From dff63d7d5e8ed104da2e5dd9ac81a15f569a2827 Mon Sep 17 00:00:00 2001
From: Huang Rui <vowstar@gmail.com>
Date: Wed, 6 May 2026 19:01:13 +0800
Subject: [PATCH] audio: pick the server-virtual default mic and resample
 without aliasing

On Linux, sounddevice (PortAudio) only sees ALSA devices. PortAudio has
no native PipeWire/PulseAudio host API, so the only way to follow the
user's default mic selection from wpctl/pavucontrol is to open the ALSA
"default" or "pulse" virtual PCM that PipeWire/PulseAudio inject into
ALSA. The previous fallback grabbed the first device with input
channels, which on most desktops is a hardware capture card such as
hw:0,0, not the one the user actually selected.
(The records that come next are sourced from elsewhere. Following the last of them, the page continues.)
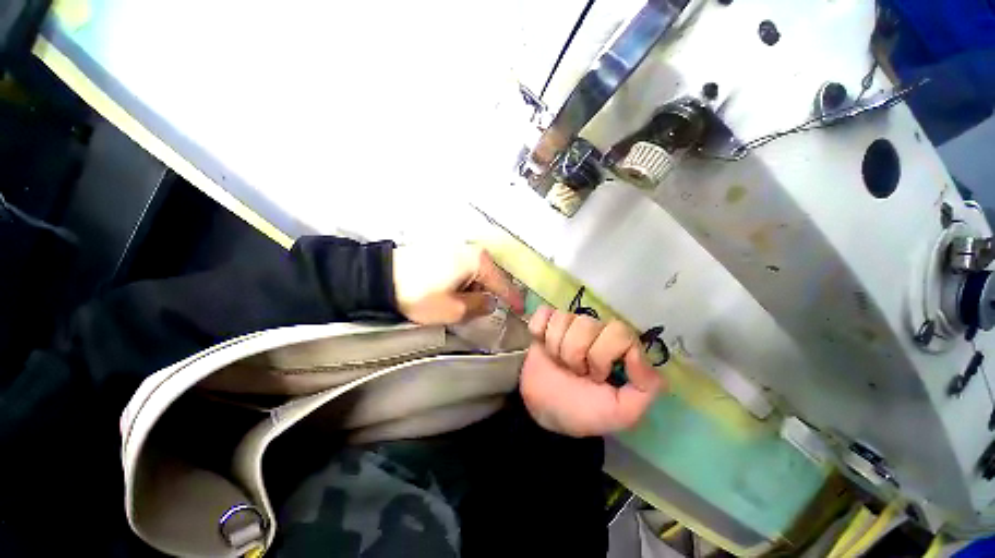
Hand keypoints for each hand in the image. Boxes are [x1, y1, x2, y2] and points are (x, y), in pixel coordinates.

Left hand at [392, 243, 524, 324]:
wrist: (381, 278)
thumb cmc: (420, 295)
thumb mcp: (453, 309)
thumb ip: (479, 306)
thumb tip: (490, 302)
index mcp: (478, 262)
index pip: (503, 283)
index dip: (513, 298)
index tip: (521, 309)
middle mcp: (471, 250)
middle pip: (490, 276)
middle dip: (489, 294)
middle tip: (485, 311)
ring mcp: (457, 247)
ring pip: (476, 272)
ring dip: (474, 288)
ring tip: (461, 302)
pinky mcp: (444, 249)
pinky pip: (463, 267)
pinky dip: (464, 281)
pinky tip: (452, 290)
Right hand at [521, 306, 663, 436]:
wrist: (541, 409)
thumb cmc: (581, 410)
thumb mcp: (621, 412)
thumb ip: (645, 388)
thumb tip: (639, 355)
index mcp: (617, 347)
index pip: (618, 332)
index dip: (603, 355)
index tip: (596, 376)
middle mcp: (595, 330)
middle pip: (586, 324)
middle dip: (575, 354)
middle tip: (575, 371)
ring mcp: (568, 324)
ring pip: (562, 318)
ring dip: (555, 347)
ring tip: (558, 362)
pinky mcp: (544, 322)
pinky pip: (543, 313)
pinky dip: (538, 330)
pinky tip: (541, 344)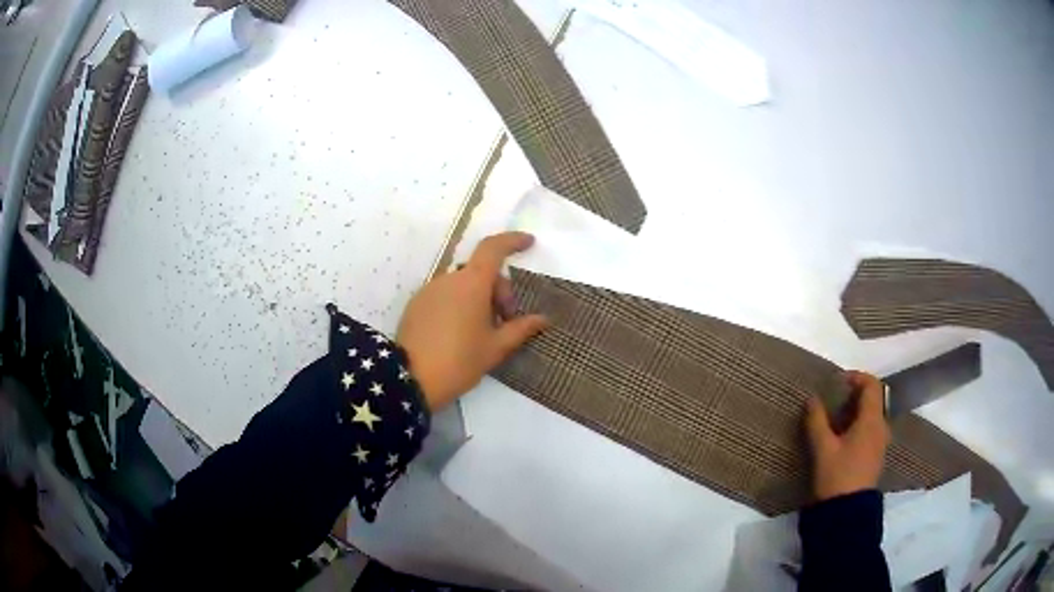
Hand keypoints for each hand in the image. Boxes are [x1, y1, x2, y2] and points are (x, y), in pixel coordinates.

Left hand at [397, 232, 548, 410]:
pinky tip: (460, 333)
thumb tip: (543, 319)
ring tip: (482, 332)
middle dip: (499, 290)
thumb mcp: (495, 348)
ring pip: (462, 284)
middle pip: (481, 271)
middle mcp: (449, 279)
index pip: (494, 248)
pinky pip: (445, 295)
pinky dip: (459, 304)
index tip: (529, 243)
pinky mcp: (416, 304)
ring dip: (478, 298)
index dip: (512, 241)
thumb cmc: (459, 361)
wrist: (409, 379)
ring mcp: (429, 290)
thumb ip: (520, 329)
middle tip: (506, 321)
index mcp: (472, 283)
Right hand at [804, 371, 890, 500]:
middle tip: (833, 401)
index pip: (872, 385)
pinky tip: (842, 439)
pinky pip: (871, 430)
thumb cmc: (837, 477)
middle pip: (873, 399)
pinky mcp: (876, 456)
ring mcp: (881, 443)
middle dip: (854, 395)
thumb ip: (817, 421)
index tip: (837, 382)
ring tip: (835, 420)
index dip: (856, 377)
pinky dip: (859, 425)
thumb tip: (812, 399)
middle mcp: (881, 427)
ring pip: (872, 416)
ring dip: (856, 411)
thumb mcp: (822, 449)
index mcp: (872, 420)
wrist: (848, 513)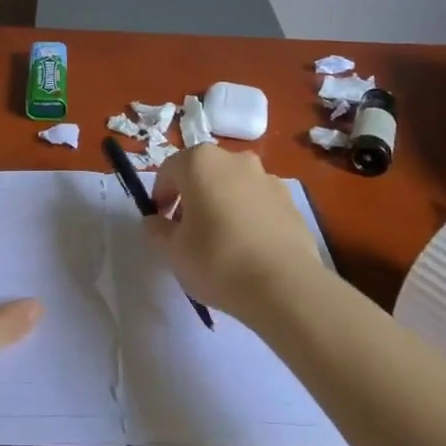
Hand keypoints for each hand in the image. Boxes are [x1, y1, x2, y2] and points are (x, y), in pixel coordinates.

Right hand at [147, 146, 322, 319]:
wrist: (285, 286)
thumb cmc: (217, 260)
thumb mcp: (172, 251)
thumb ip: (156, 230)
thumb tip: (155, 221)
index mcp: (200, 162)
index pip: (168, 171)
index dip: (160, 197)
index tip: (161, 224)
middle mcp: (235, 159)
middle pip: (203, 174)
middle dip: (192, 198)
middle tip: (188, 233)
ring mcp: (267, 178)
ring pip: (233, 186)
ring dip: (222, 204)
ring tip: (223, 243)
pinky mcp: (291, 202)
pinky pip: (258, 203)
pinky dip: (249, 217)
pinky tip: (250, 249)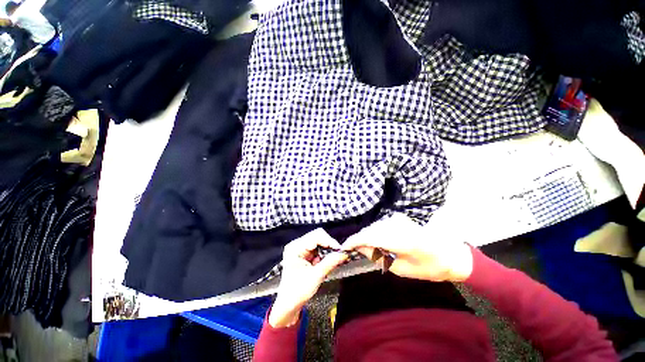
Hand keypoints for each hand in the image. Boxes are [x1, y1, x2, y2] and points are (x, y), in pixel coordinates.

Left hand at [269, 229, 348, 327]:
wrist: (288, 305)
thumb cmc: (298, 292)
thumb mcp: (316, 277)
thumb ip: (330, 263)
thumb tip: (344, 254)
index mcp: (296, 247)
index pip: (316, 236)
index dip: (329, 241)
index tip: (340, 251)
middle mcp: (296, 244)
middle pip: (317, 236)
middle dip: (328, 245)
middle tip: (337, 256)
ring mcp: (299, 248)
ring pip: (318, 241)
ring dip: (326, 250)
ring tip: (329, 262)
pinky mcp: (303, 253)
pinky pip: (316, 248)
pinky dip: (322, 254)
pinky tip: (322, 264)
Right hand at [342, 213, 472, 281]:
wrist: (450, 254)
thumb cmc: (429, 267)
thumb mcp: (401, 269)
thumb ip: (378, 257)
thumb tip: (360, 249)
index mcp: (401, 240)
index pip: (370, 236)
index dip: (354, 240)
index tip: (344, 246)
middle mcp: (398, 225)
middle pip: (370, 230)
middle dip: (359, 239)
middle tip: (352, 250)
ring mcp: (399, 220)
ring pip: (375, 227)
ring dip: (367, 236)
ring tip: (363, 248)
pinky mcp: (400, 219)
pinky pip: (381, 225)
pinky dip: (375, 233)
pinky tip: (375, 242)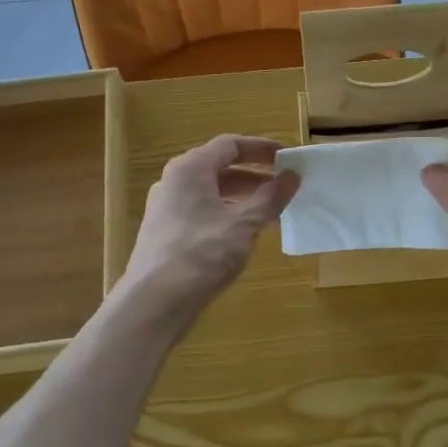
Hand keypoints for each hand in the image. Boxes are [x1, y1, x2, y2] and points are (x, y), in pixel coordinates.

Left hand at [120, 135, 300, 317]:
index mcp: (190, 168)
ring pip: (210, 192)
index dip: (261, 148)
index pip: (230, 145)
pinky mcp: (165, 233)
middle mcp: (174, 181)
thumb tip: (292, 175)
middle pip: (219, 167)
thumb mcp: (244, 224)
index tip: (287, 158)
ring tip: (271, 210)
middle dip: (254, 174)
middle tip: (284, 185)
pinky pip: (201, 211)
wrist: (155, 301)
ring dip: (242, 196)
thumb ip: (270, 197)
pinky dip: (226, 214)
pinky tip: (244, 234)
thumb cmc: (202, 253)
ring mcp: (166, 208)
Recording from the wrong jack and then linearly resampling 44.1 kHz to
16 kHz with np.interp (no anti-aliasing low-pass) produced the garbled
output reported in issue #5.

Three changes:

1. resolve_default_input_device() picks: explicit override -> ALSA
   "default" -> ALSA "pulse" -> sd.default.device[0] -> first input
   device. fcitx5/backend/audio_recorder.py and app/audio_capture.py
   both delegate to it.

2. Ask the sound server for 16 kHz directly. PipeWire and PulseAudio
   carry band-limited resamplers, so the client does not need to
   resample. load_audio_config() now returns (None, None) when no
   audio.conf is present, signalling "use server default rate", and
   audio_recorder defaults its target rate to SAMPLE_RATE.

3. Replace np.interp with librosa.resample(res_type="soxr_hq") for the
   client-side fallback. soxr_hq provides FIR low-pass plus polyphase
   filtering. librosa is already a runtime dependency.

Signed-off-by: Huang Rui <vowstar@gmail.com>
---
 app/audio_capture.py             | 20 +++------
 app/audio_utils.py               | 74 +++++++++++++++++++++++++++-----
 fcitx5/backend/audio_recorder.py | 25 +++++------
 3 files changed, 82 insertions(+), 37 deletions(-)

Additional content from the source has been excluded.